Calling all malls

In ancient Greece, they called it the agora. In Rome, they called it the forum. We call it the mall.

Reduced to its essence, a mall is nothing more than a place where merchants gather to attract customers. Put enough merchants and wares together in one spot and you will reach a point where, on the appointed day, people will come from all around to jostle and haggle for the stuff of life. There is nothing quite so comforting or promising or engaging as the buzz of a lively marketplace.

Historically, this phenomenon has occurred in the town square. Every village had one. Every city usually had one or two main ones and several smaller ones. Paris has Les Halles, Venice has Piazza San Marco and Prague has Vaclavske Namesti.

But a funny thing happened on the way to the suburban forum. Whereas the town square grew organically as the result of increasing urban density, it was the very lack of density in the suburbs, aided by the family car in every driveway, that created the sprawl we call the mall.

And because the suburbs are the product of property developers, the mall is less a retail phenomenon than a leasing machine. It looks like it does because of the developers, not the retailers.

In deconstructing the experience, you can see the effect this has had. Let’s start with the approach. Typically a mall is a long, low, flat and often meandering structure surrounded by a sea of asphalt. Get in a little closer and there are still very few cues as to what the place is for, because the perimeter wall is entirely featureless, like a walled fortress.

Beyond the unwelcoming exterior, is there a sense of arrival? The featurelessness of the perimeter sometimes give way to a grand entrance, perhaps expressed by a much taller architectural element. Cities of medieval vintage like Paris and Prague provide us with several examples. They once functioned as gates to the city, and were meant to impress upon the visitor that they were arriving at an important place.

But many malls have overlooked the semiotic significance of such a structure and have replaced it with several nondescript entryways designed more for quick access from different sections of the parking lot than for creating a sense of arrival. The approach and arrival experience have been designed to accommodate cars over people.

Once inside, you are, effectively, in a simulated streetscape. Strange then how most malls have not emulated the kind of experience you have in a real streetscape. On a real street, buildings are not all the same. They are different heights, different finishes, some designed by architects, some not, some jutting out into the pavement and others receding. In other words, the street has texture and variety. It has life.

The mall, on the other hand, has a much more uniform profile. The mall acts more like an envelope than a street, and is probably viewed this way by its owners, who again are in real estate, not retail. That fundamental dichotomy, as Paco Underhill points out in his 2004 book The Call of the Mall, lies at the heart of what is wrong with malls today.

To build on Underhill’s observation, since the owners are not retailers, they tend not to think of their properties as brands. You look at the marketing communications emanating from these properties and are hard-pressed to understand what distinguishes them from each other beyond location. And if they are not thinking of their properties as brands, they are definitely not thinking of them as brand experiences.

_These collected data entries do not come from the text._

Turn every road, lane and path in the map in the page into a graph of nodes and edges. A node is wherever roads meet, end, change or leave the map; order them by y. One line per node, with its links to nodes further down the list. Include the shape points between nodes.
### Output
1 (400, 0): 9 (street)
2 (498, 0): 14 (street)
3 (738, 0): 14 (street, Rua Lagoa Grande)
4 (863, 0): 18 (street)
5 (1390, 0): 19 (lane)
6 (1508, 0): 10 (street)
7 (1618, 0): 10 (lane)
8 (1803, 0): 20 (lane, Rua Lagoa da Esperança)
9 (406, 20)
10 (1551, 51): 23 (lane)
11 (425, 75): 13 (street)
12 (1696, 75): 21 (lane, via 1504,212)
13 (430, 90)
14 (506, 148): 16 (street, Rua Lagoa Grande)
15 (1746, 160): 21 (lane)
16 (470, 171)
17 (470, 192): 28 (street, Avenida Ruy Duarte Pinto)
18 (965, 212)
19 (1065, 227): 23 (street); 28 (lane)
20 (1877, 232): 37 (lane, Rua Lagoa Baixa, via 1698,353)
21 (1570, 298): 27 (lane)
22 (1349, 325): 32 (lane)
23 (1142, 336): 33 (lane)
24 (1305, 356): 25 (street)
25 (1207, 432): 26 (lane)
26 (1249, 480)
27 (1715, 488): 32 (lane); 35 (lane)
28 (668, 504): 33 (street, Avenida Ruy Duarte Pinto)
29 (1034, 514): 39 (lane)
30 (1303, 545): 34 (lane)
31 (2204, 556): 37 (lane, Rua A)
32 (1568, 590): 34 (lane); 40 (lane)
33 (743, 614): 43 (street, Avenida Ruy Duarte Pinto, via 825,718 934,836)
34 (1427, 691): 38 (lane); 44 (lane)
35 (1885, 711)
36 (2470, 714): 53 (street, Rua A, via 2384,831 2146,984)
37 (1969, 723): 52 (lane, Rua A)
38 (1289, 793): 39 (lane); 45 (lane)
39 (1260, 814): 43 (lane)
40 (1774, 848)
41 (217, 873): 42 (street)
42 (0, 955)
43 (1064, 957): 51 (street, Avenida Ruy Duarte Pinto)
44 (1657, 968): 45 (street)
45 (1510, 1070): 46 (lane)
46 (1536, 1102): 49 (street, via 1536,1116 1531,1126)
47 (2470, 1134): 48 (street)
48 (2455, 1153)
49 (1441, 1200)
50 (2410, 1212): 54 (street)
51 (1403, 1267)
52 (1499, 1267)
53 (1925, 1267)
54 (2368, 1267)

This is beginning to change. Some property owners are waking up to the fact that, like retailers, they are competing for their customers’ attention. In the Toronto area recently, some properties have begun to position themselves, but rather than seeking differentiation, they seek sameness. Everyone is calling themselves a fashion destination, even if they can’t really support that claim.

An idea might be to position yourself around your local customer base. Why not get intimate with them and build the mall experience around them? Why not accept them, acknowledge them, even celebrate them? This would require leasing departments to use more customer research to inform their decisions. In a very competitive arena, this might be the way to go if everyone else is trying to be the same.

So here’s the formula: different customers = different brand experiences = competitive advantage. Once the envelope is viewed as a brand, once you understand your customer, it is only a short step to recognizing that what the mall is really offering is a brand experience.